Música e cinema

Publicado em Omnia Mutantur

cartaz musicaecinemabrasao

série II | 1o ciclo | Setembro/Outubro de 2014

 
Museu Arte Nova
5as feiras | 21h30

25 Setembro | Nuno Fonseca

Apesar de nos termos habituado a ligar semanticamente a banda sonora de um filme à música que, ocasionalmente, colabora com as imagens, a verdade é que ela é constituída por uma multiplicidade de camadas e registos sonoros que se combinam de forma complexa para estruturar e transformar a nossa percepção dos objectos cinematográficos. Com efeito, os sons que compõem a dimensão auditiva do cinema não se acrescentam simplesmente às imagens- ainda que a história e a precedência do cinema mudo em relação ao sonoro pareça promover essa leitura-, pelo contrário, eles cooperam com as imagens para permitir a percepção dos efeitos discursivos, diegéticos, rítmicos ou mesmo tonais por um espectador que é também, dessa maneira, um ouvinte ou um escutador. O propósito desta apresentação é mostrar, com a ajuda de alguns exemplos, como a experiência do cinema é a experiência de uma arte também ela sonora.

02 Outubro | André Godinho

Negro é o título de uma música composta pelos PAUS para o filme "Ponto Morto" de André Godinho.
Esta sessão será composta pelo visionamento do filme e discussão sobre a utilização da música no filme, em confronto com a utilização musical de outros elementos sonoros não musicais.

09 Outubro | Carlos de Pontes-Leça

1. Os compositores adoptados pelo cinema: de J.S.Bach a Ligeti.  O caso especial de Honegger e o filme "Pacific 231".
2. Os compositores que criaram também para o cinema. Quatro casos em destaque: Prokofiev, Korngold, Bernstein e Miles Davis.
3. Os compositores dedicados especialmente ao cinema. Exemplos de Bernard Herrmann, Nino Rota e John Williams.
4. O jazz e a música electrónica.

16 Outubro | Hugo Barreira

Com esta sessão pretendemos explorar alguns dos diversos momentos de cruzamento e diálogo entre a cinematografia e a música, ao longo do século XX. Tendo por base alguns conceitos operativos, como o de sinestesia, ou o da relação entre registo ou expressão, desenvolveremos um percurso de duplo sentido.
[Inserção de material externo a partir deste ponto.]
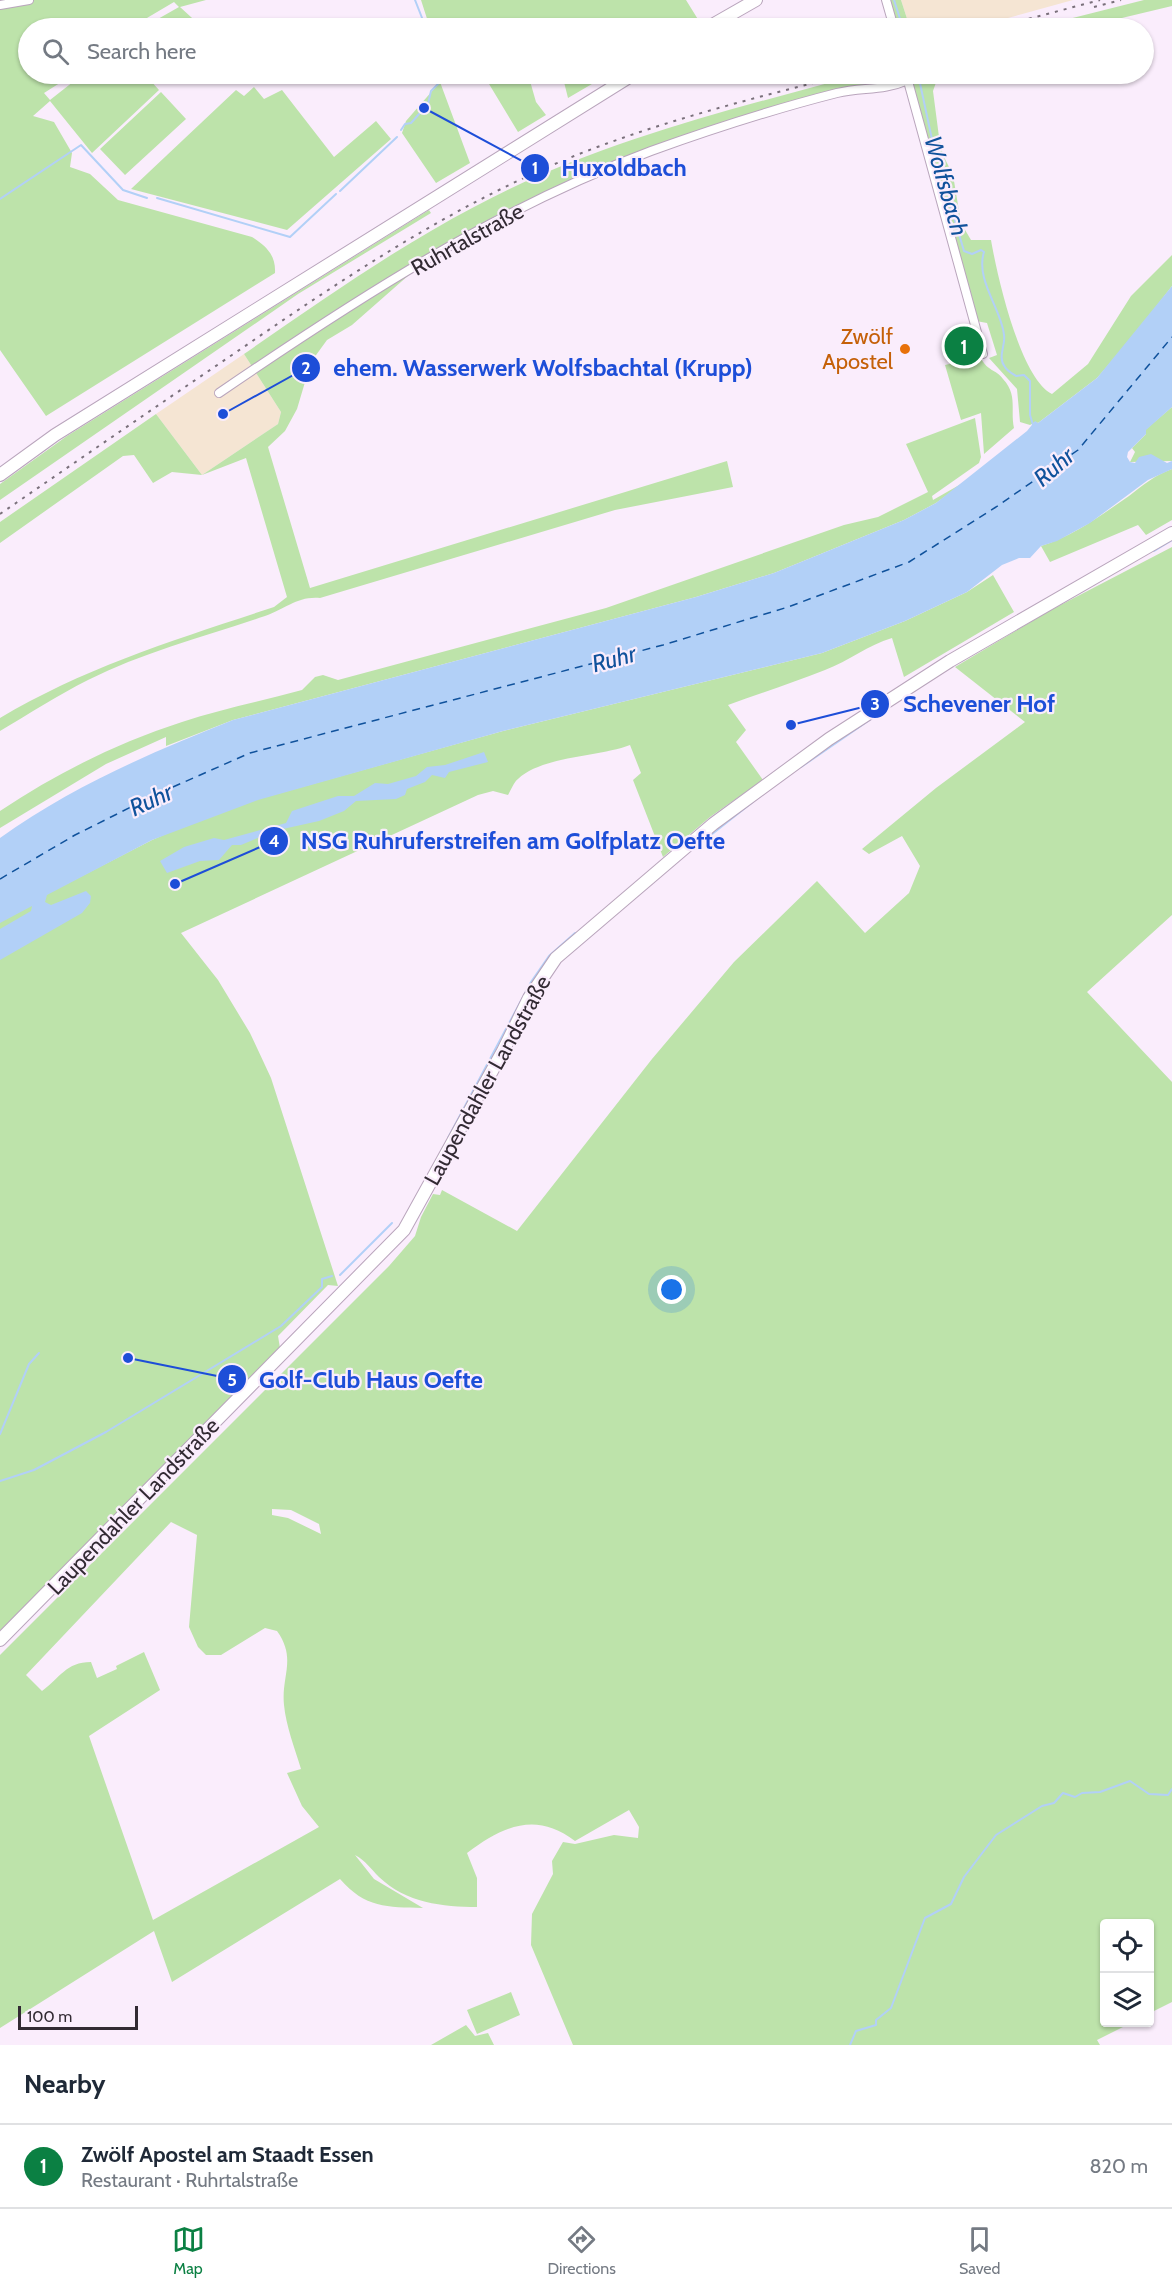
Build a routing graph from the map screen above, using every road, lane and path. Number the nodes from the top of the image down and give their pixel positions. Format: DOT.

Por um lado, e num primeiro momento introdutório, o papel da música como elemento da narrativa cinematográfica, a partir de alguns exemplos em que observaremos como a sua utilização pode contribuir para explorar as potencialidades do discurso fílmico.

Num segundo momento, invertemos o percurso e exploramos o registo cinematográfico como documento (e construção?) da execução musical desde o advento do cinema sonoro. Procuraremos desconstruir os registos históricos existentes através da análise da composição e montagem dos mesmos, revelando e interpretando a maneira como o objecto cinematográfico foi procurando e construindo uma experiência plena de sinestesia que transcende necessariamente o registo e questiona a sua objectividade.